[Structured pose outputs]
_____

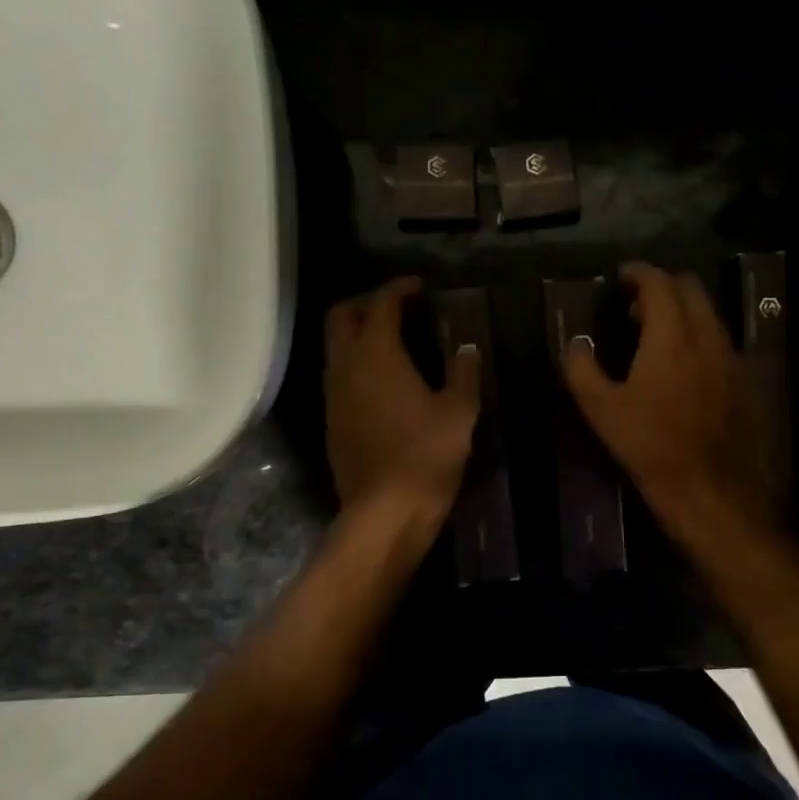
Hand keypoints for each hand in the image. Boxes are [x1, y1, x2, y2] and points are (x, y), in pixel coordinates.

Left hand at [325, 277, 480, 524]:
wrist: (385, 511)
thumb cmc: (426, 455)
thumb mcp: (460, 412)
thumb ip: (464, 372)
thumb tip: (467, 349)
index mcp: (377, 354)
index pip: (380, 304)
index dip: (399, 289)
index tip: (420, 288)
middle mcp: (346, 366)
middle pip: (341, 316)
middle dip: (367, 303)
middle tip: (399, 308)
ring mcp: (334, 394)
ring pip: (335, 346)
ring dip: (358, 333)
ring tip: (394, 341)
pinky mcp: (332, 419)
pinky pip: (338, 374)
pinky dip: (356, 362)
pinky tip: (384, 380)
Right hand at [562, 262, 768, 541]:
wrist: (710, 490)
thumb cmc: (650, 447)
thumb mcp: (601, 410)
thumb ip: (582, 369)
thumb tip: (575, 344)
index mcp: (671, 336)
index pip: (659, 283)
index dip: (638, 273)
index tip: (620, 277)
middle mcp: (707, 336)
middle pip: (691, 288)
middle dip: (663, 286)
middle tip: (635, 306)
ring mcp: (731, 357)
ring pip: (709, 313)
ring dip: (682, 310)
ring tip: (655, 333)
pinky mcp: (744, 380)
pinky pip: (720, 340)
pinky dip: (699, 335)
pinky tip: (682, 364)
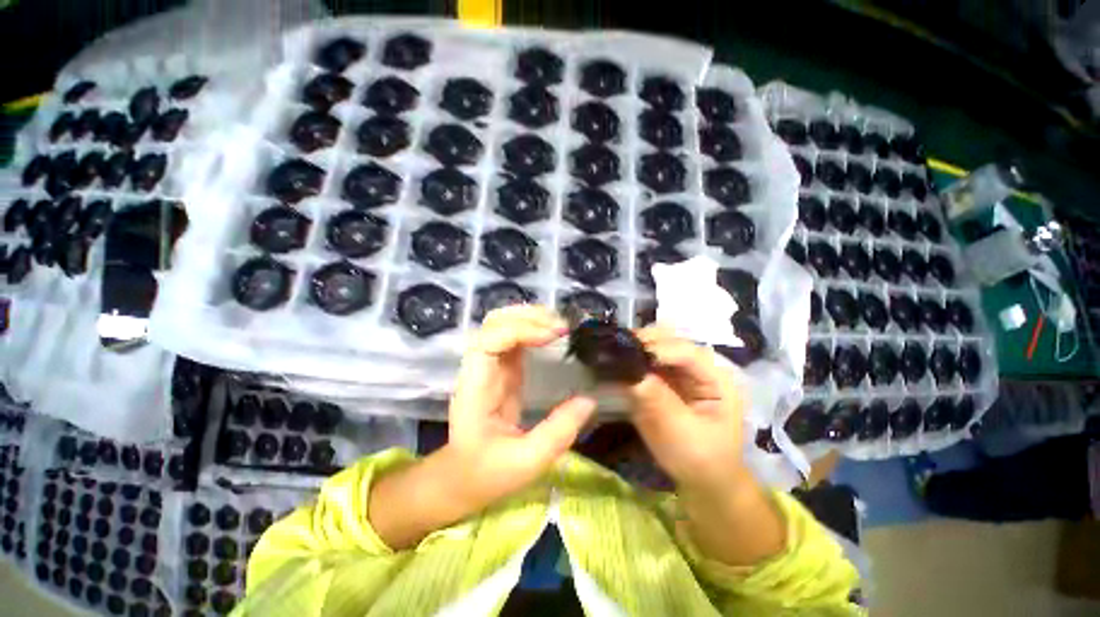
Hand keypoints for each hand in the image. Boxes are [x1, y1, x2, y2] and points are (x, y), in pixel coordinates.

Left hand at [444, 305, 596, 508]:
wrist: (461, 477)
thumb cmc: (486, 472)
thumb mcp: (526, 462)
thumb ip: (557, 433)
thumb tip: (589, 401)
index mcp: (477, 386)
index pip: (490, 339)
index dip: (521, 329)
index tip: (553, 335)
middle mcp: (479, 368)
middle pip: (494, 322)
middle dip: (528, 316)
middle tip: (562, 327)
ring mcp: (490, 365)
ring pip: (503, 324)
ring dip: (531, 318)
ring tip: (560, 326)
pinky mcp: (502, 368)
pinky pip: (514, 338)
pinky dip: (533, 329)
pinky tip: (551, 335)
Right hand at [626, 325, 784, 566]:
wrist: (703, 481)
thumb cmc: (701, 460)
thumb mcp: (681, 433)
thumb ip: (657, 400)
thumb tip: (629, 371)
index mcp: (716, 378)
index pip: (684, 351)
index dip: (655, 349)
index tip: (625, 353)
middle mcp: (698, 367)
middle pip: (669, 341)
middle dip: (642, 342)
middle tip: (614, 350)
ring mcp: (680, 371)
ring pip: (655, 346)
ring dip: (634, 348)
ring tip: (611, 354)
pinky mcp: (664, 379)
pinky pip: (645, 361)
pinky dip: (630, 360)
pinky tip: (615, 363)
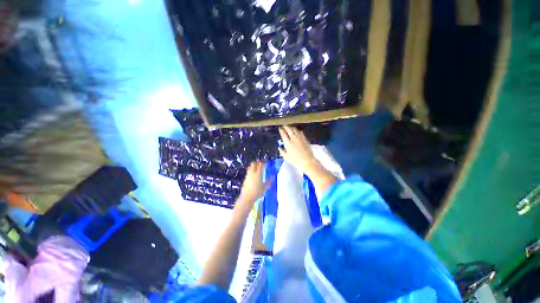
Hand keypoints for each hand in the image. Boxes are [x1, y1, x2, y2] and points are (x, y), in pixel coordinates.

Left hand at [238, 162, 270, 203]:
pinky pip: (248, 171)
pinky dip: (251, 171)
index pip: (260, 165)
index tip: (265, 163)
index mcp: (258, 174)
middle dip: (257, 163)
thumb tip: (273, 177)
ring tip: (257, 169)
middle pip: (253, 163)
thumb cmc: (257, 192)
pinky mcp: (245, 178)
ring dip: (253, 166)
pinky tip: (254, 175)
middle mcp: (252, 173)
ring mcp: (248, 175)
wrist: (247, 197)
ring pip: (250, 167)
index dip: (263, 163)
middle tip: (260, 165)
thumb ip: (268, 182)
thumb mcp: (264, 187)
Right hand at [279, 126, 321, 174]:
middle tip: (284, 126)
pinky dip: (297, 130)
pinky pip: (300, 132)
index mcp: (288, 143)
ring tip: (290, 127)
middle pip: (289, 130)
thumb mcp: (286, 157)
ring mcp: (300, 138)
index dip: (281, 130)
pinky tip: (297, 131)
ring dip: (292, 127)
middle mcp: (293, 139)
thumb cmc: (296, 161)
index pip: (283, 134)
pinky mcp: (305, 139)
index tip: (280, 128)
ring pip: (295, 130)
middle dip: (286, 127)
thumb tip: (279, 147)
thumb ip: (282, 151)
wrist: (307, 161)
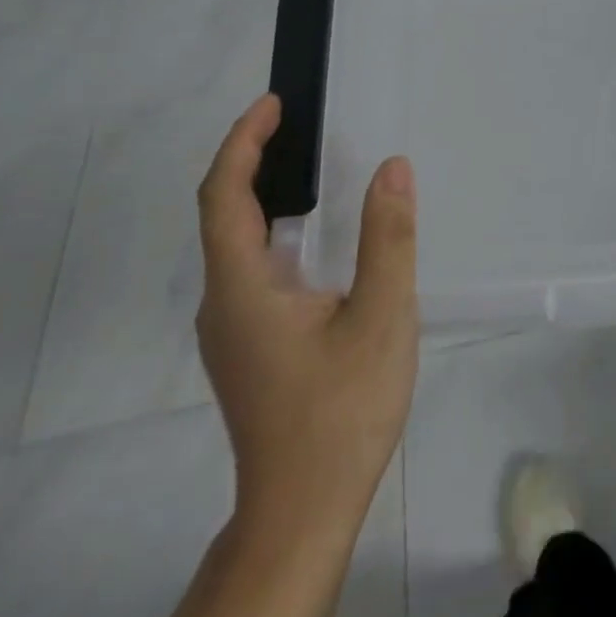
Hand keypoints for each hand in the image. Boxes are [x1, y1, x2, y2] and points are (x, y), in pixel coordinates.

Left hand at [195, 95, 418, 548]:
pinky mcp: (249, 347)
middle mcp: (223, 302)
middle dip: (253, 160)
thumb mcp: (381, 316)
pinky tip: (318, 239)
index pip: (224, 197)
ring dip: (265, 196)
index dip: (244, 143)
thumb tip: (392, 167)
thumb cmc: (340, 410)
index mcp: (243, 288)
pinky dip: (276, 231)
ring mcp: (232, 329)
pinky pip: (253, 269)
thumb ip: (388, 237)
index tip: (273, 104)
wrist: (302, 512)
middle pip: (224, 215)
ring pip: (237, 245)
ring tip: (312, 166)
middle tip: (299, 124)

_____

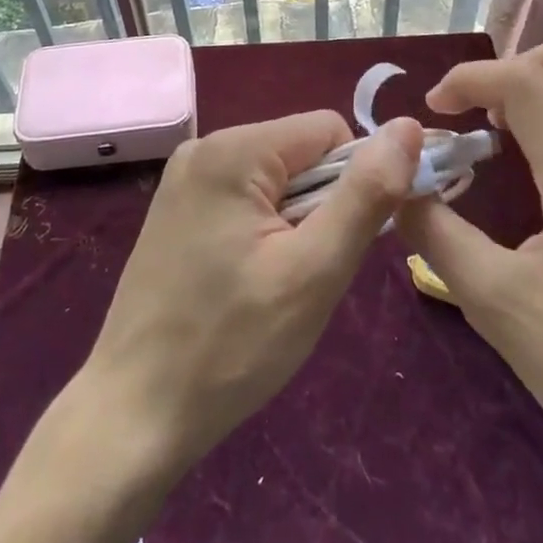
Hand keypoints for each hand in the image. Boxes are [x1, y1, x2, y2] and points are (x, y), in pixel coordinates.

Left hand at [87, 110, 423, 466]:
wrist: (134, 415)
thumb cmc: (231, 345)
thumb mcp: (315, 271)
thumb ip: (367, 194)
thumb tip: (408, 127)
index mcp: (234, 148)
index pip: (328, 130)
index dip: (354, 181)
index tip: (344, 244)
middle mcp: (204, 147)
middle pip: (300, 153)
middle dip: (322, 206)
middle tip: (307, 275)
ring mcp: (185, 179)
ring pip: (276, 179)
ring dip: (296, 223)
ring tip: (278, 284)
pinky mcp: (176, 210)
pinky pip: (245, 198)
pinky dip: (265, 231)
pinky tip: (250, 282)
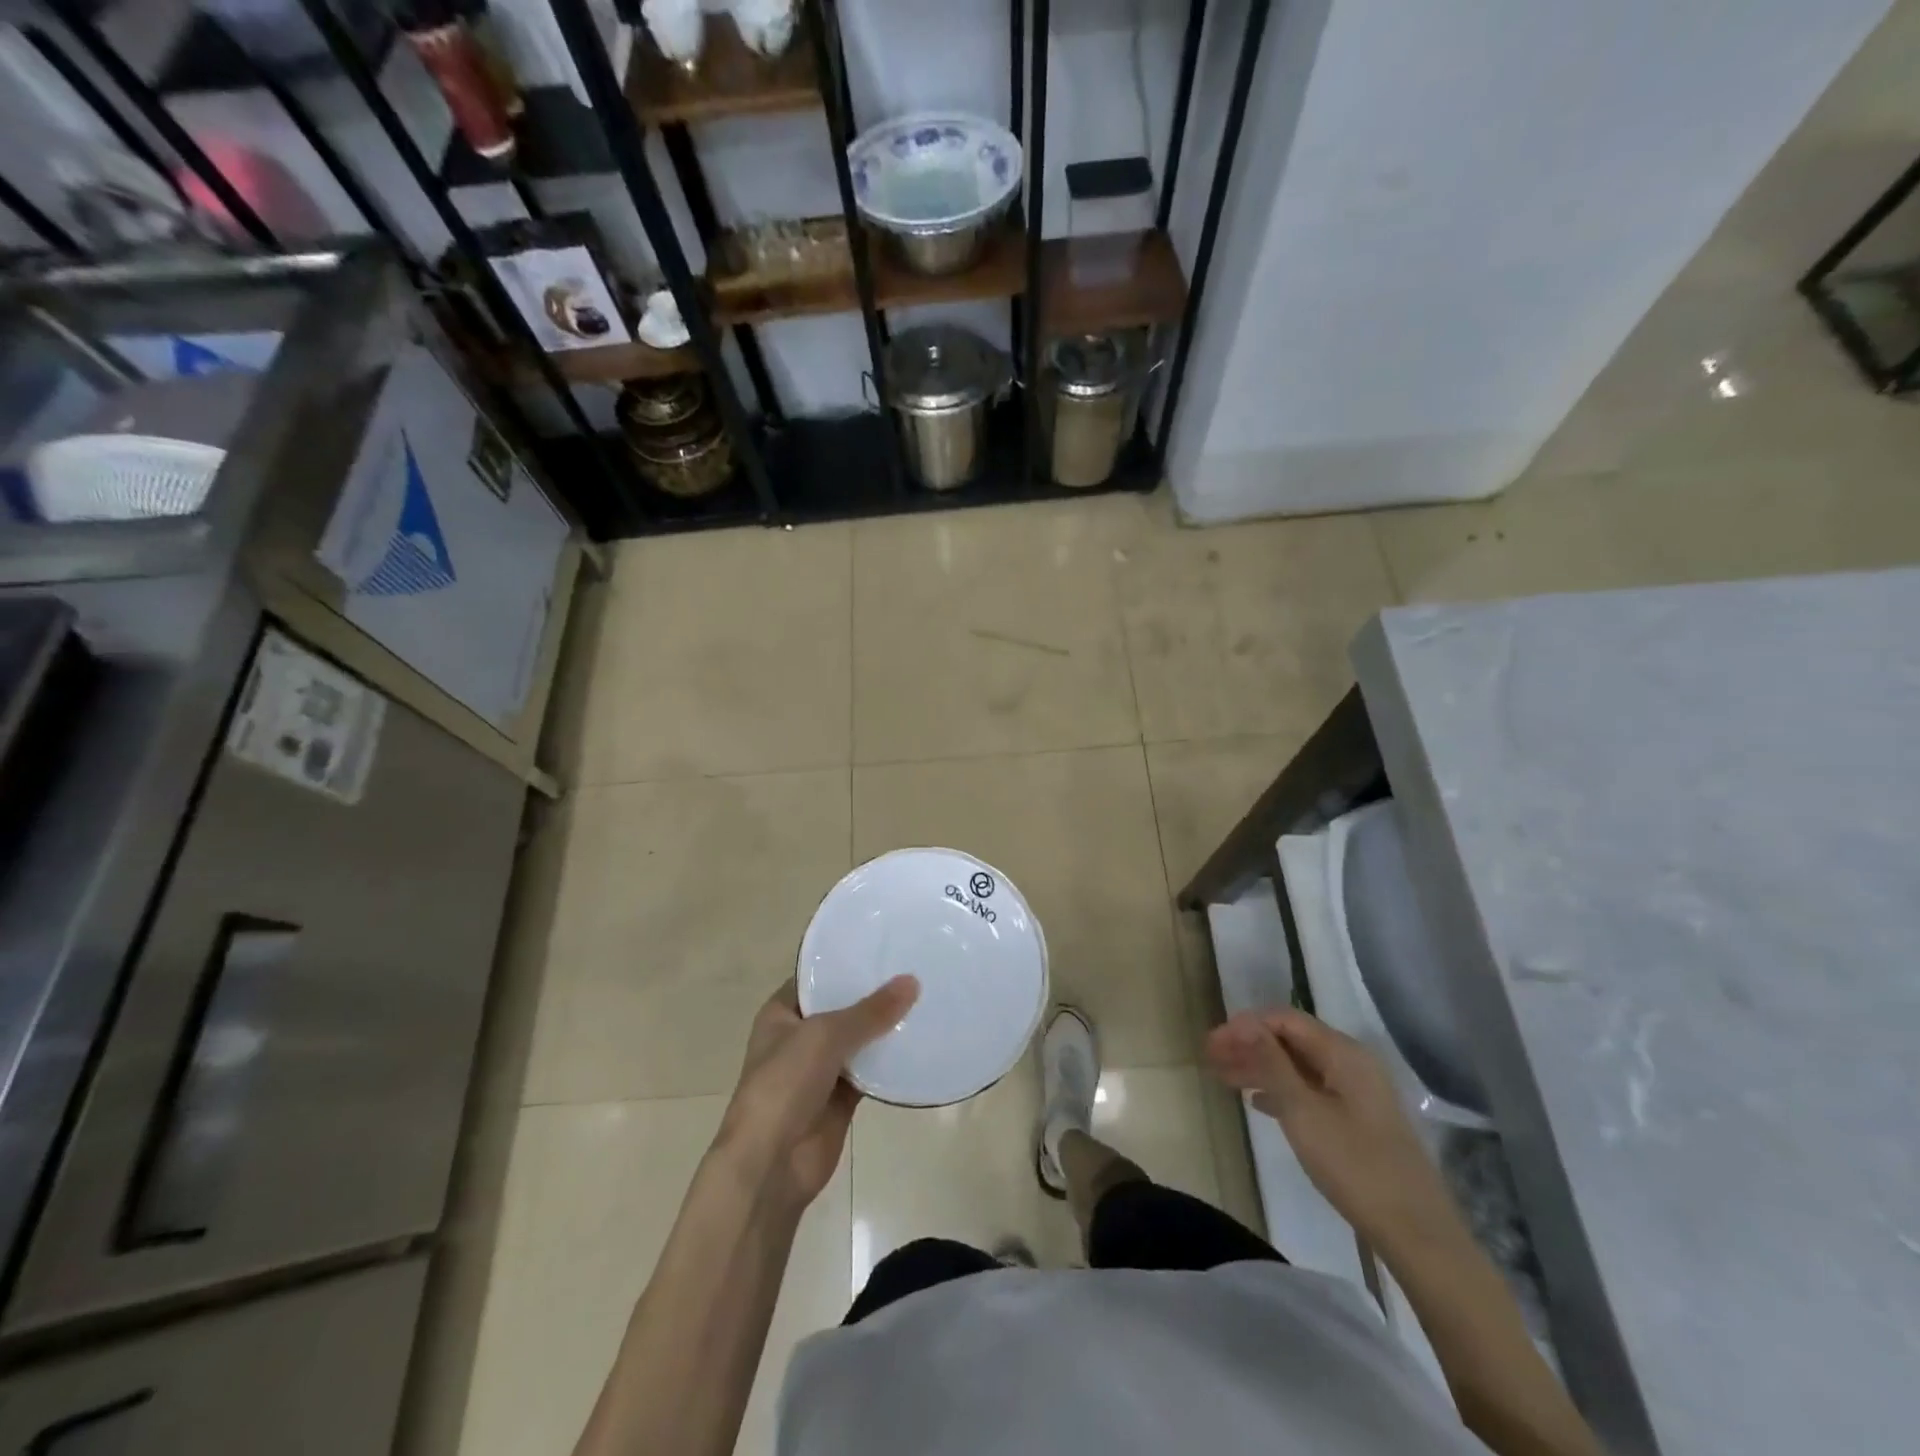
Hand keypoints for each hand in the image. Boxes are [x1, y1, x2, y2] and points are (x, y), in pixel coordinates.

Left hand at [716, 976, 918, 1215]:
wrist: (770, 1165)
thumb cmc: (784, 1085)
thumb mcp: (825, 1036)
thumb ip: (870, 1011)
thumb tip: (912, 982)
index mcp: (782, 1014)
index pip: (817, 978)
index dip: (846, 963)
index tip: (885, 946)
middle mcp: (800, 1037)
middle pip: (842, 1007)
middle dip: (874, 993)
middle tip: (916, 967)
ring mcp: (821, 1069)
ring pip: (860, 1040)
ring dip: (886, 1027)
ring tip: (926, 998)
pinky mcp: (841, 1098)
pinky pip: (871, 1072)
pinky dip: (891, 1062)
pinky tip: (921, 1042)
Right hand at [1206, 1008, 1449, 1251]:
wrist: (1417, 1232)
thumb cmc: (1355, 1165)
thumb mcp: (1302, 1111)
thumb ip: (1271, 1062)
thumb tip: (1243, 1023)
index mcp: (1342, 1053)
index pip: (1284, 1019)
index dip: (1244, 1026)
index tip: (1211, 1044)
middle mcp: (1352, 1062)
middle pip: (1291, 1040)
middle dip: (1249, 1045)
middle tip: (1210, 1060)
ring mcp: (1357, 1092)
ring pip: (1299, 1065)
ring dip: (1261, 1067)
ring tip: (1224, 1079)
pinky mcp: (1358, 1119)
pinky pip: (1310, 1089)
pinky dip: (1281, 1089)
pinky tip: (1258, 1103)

_____

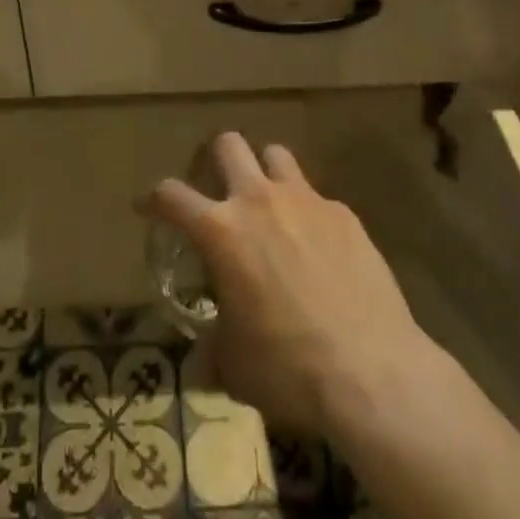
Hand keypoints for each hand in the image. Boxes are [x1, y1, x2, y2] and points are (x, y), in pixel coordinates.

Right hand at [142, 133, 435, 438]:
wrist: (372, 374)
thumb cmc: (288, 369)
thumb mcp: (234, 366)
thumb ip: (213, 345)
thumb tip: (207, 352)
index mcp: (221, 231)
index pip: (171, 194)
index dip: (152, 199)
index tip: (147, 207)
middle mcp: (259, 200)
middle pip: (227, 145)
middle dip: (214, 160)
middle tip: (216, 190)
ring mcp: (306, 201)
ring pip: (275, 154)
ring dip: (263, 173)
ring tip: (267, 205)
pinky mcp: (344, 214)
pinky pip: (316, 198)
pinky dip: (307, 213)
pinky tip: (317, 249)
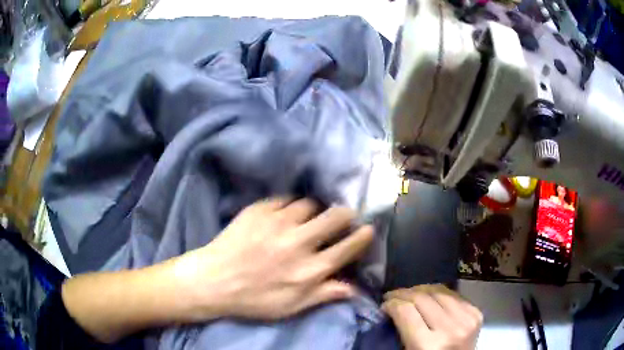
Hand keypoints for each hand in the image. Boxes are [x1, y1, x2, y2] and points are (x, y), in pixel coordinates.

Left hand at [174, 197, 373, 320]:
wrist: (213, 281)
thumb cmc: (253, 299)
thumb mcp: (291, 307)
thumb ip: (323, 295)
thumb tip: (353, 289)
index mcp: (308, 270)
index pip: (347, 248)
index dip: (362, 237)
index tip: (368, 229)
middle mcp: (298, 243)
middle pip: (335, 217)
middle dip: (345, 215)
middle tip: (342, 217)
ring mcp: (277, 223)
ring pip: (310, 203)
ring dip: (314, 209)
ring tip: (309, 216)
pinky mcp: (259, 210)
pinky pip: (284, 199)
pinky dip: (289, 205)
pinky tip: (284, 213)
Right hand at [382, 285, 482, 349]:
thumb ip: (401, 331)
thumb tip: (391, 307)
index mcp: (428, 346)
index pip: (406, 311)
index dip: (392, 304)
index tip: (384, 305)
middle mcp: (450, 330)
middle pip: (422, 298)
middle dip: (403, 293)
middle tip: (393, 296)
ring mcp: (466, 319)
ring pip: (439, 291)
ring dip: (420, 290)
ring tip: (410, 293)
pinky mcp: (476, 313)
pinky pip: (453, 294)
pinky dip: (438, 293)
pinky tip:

_____

Word for word, repeat the lines above from the one with "thumb tip: (273, 177)" through the one with "pinky mcp: (249, 347)", and nothing beyond them. Omit the pictures.

thumb tip: (273, 177)
ring tip: (257, 169)
middle pip: (253, 163)
thumb cmc: (257, 192)
pinky mcp: (245, 178)
ring dip: (253, 166)
pinky tip: (254, 175)
middle mcp: (252, 173)
ring mcp: (248, 175)
wrist: (247, 197)
ring pip: (250, 167)
index dip: (263, 163)
middle tip: (260, 165)
thumb ip: (268, 182)
thumb mcp: (264, 187)
Right hand at [279, 126, 321, 174]:
middle tip: (284, 126)
pinky dip: (297, 130)
pinky pip: (300, 132)
index mcp: (288, 143)
ring tip: (290, 127)
middle pip: (289, 130)
thumb mcp: (286, 157)
ring mcp: (300, 138)
index dip: (281, 130)
pinky tip: (297, 131)
ring dip: (292, 127)
middle mcp: (293, 139)
thumb cmc: (296, 161)
index pip: (283, 134)
pinky mcp: (305, 139)
index tip: (280, 128)
ring pip: (295, 130)
middle dip: (286, 127)
thumb tip: (279, 147)
thumb ip: (282, 151)
wrist: (307, 161)
Hand keypoints for each hand in the image. Boxes are [x1, y1, x2, y2] and points are (x, y), in pixel coordinates.

Left hand at [195, 95, 418, 548]:
pinky mcp: (249, 347)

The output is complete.